YOUR OBJECTIVE:
Read the records and write them out again exactly.
::: INPUT DATA :::
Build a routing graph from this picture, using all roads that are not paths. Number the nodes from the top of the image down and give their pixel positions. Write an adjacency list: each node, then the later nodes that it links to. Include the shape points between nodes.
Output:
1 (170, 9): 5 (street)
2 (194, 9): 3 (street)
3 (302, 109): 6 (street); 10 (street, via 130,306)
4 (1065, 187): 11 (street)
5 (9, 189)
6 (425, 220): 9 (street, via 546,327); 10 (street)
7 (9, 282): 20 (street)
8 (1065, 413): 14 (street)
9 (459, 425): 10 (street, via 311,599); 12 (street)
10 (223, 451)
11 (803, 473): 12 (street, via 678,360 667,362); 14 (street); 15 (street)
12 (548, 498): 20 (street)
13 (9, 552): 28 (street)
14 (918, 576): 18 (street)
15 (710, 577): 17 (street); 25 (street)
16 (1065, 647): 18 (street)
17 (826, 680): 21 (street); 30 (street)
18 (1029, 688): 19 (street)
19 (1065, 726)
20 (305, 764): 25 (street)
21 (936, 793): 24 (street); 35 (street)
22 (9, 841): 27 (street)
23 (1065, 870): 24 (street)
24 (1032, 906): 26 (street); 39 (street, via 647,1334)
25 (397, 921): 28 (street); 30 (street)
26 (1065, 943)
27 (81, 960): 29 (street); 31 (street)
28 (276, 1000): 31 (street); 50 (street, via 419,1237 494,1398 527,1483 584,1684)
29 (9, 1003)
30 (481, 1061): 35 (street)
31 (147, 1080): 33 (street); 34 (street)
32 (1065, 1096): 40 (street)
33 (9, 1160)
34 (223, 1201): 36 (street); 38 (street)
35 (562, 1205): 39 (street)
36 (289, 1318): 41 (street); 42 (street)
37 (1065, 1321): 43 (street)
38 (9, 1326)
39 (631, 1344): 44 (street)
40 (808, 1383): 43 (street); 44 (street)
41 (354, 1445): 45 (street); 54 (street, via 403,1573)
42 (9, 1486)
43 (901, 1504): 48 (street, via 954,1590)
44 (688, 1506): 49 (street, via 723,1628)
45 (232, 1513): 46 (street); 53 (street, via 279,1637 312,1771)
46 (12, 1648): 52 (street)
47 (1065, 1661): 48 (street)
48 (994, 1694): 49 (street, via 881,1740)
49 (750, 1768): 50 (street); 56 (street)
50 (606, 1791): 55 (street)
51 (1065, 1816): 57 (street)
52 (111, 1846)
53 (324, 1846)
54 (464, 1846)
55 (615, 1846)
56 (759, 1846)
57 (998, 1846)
:::
TASK ANSWER:
Build a routing graph from this picture, using all roads that are not paths. Number the nodes from the top of the image down and give their pixel positions. Write an adjacency list: each node, then the later nodes that it links to. Include the shape points between nodes.
Output:
1 (170, 9): 5 (street)
2 (194, 9): 3 (street)
3 (302, 109): 6 (street); 10 (street, via 130,306)
4 (1065, 187): 11 (street)
5 (9, 189)
6 (425, 220): 9 (street, via 546,327); 10 (street)
7 (9, 282): 20 (street)
8 (1065, 413): 14 (street)
9 (459, 425): 10 (street, via 311,599); 12 (street)
10 (223, 451)
11 (803, 473): 12 (street, via 678,360 667,362); 14 (street); 15 (street)
12 (548, 498): 20 (street)
13 (9, 552): 28 (street)
14 (918, 576): 18 (street)
15 (710, 577): 17 (street); 25 (street)
16 (1065, 647): 18 (street)
17 (826, 680): 21 (street); 30 (street)
18 (1029, 688): 19 (street)
19 (1065, 726)
20 (305, 764): 25 (street)
21 (936, 793): 24 (street); 35 (street)
22 (9, 841): 27 (street)
23 (1065, 870): 24 (street)
24 (1032, 906): 26 (street); 39 (street, via 647,1334)
25 (397, 921): 28 (street); 30 (street)
26 (1065, 943)
27 (81, 960): 29 (street); 31 (street)
28 (276, 1000): 31 (street); 50 (street, via 419,1237 494,1398 527,1483 584,1684)
29 (9, 1003)
30 (481, 1061): 35 (street)
31 (147, 1080): 33 (street); 34 (street)
32 (1065, 1096): 40 (street)
33 (9, 1160)
34 (223, 1201): 36 (street); 38 (street)
35 (562, 1205): 39 (street)
36 (289, 1318): 41 (street); 42 (street)
37 (1065, 1321): 43 (street)
38 (9, 1326)
39 (631, 1344): 44 (street)
40 (808, 1383): 43 (street); 44 (street)
41 (354, 1445): 45 (street); 54 (street, via 403,1573)
42 (9, 1486)
43 (901, 1504): 48 (street, via 954,1590)
44 (688, 1506): 49 (street, via 723,1628)
45 (232, 1513): 46 (street); 53 (street, via 279,1637 312,1771)
46 (12, 1648): 52 (street)
47 (1065, 1661): 48 (street)
48 (994, 1694): 49 (street, via 881,1740)
49 (750, 1768): 50 (street); 56 (street)
50 (606, 1791): 55 (street)
51 (1065, 1816): 57 (street)
52 (111, 1846)
53 (324, 1846)
54 (464, 1846)
55 (615, 1846)
56 (759, 1846)
57 (998, 1846)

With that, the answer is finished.